Hemingway versus Mussolini: Ritratto n.2
“Lo stesso giorno un gruppo di italiane che vivono a Losanna vennero al suo appartamento dell’Hotel Beau Rivage per offrirgli un mazzo di rose. Erano sei donne di ceppo contadino, mogli di operai, e attendevano fuori della porta di rendere omaggio al loro nuovo eroe. Mussolini arrivò in redingote, calzoni grigi e ghette bianche. Una delle donne si fece avanti e cominciò il suo discorso. Mussolini la guardò torvo, sogghignò, posò i suoi occhioni da africano sulle altre cinque e tornò in camera sua. Quelle poco attraenti contadinotte rimasero lì con le rose in mano. Mezz’ora dopo ricevette Clare Sheridan, che a forza di sorrisi è riuscita a ottenere molte interviste e trovò il tempo di conversare con lei per mezz’ora.”

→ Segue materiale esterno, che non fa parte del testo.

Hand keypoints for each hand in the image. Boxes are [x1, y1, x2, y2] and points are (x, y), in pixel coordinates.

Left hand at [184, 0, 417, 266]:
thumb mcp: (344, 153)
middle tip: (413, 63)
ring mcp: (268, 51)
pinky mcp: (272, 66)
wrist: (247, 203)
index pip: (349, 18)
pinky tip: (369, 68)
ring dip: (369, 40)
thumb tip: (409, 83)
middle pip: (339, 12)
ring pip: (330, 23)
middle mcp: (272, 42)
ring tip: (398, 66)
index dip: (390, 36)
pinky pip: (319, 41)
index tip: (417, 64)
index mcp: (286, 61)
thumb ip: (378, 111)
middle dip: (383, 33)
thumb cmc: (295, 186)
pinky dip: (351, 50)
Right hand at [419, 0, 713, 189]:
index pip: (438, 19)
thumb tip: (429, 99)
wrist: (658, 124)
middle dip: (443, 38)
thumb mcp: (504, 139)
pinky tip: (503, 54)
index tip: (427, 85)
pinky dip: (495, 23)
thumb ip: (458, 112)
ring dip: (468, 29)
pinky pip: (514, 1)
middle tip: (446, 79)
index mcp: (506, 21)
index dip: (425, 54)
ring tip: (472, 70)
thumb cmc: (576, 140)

…Mussolini comunque non è uno sciocco ed è un grande organizzatore. Ma è molto pericoloso organizzare il patriottismo di una nazione quando non si è sinceri, specialmente se si porta questo patriottismo a un livello tale da far offrire al governo prestiti senza interessi. Quando un latino ha investito i suoi soldi in un affare, vuole dei risultati, e dimostrerà al signor Mussolini che è molto più facile stare all’opposizione che non essere il Capo del governo. Sorgerà una nuova opposizione, anzi si sta già formando e sarà guidata da quel rodomonte vecchio e calvo, forse un po’ matto ma profondamente sincero e divinamente coraggioso, che è Gabriele D’Annunzio.”

La domanda che sorge spontanea è: perché Hemingway ha voluto credere che Mussolini non fosse un vero dittatore e che fosse interessato al limite ad un regime semi-democratico in cui stare all’opposizione, quando è noto che i dittatori le opposizioni le fanno fuori molto facilmente col sangue e che Mussolini non avrebbe mollato quella parte da Capo di Stato per niente al mondo? Perché Hemingway era americano, pragmatico. In Italia c’era stato, sì, ma come soldato durante la prima guerra mondiale e non si conosce una popolazione durante una guerra. Non poteva quindi avere un’idea di quanto profonda e insensata sia la vanità dei maschi in genere e di quelli italiani in particolare, in special modo quando hanno un briciolo di potere. Né poteva sapere che popolo di pecore eternamente senza pastore sia il popolo italiano, fin dal primo giorno in cui l’Italia è stata “riunificata” dai francesi Savoia. Forse, se lo stesso articolo l’avesse scritto solo qualche mese dopo, nel giugno 1924, di fronte all’assassinio di Giacomo Matteotti, Hemingway avrebbe capito che Mussolini non era un bluff in quanto dittatore, ma era sicuramente un giocatore d’azzardo, di quelli che non conoscono strategie ma più perdono più continuano a giocare, si vendono tutto “l’oro della famiglia oppure della patria”, s’indebitano con soggetti ancora più pericolosi e alla fine si ritrovano “gambe all’aria”. Nel caso di Mussolini letteralmente.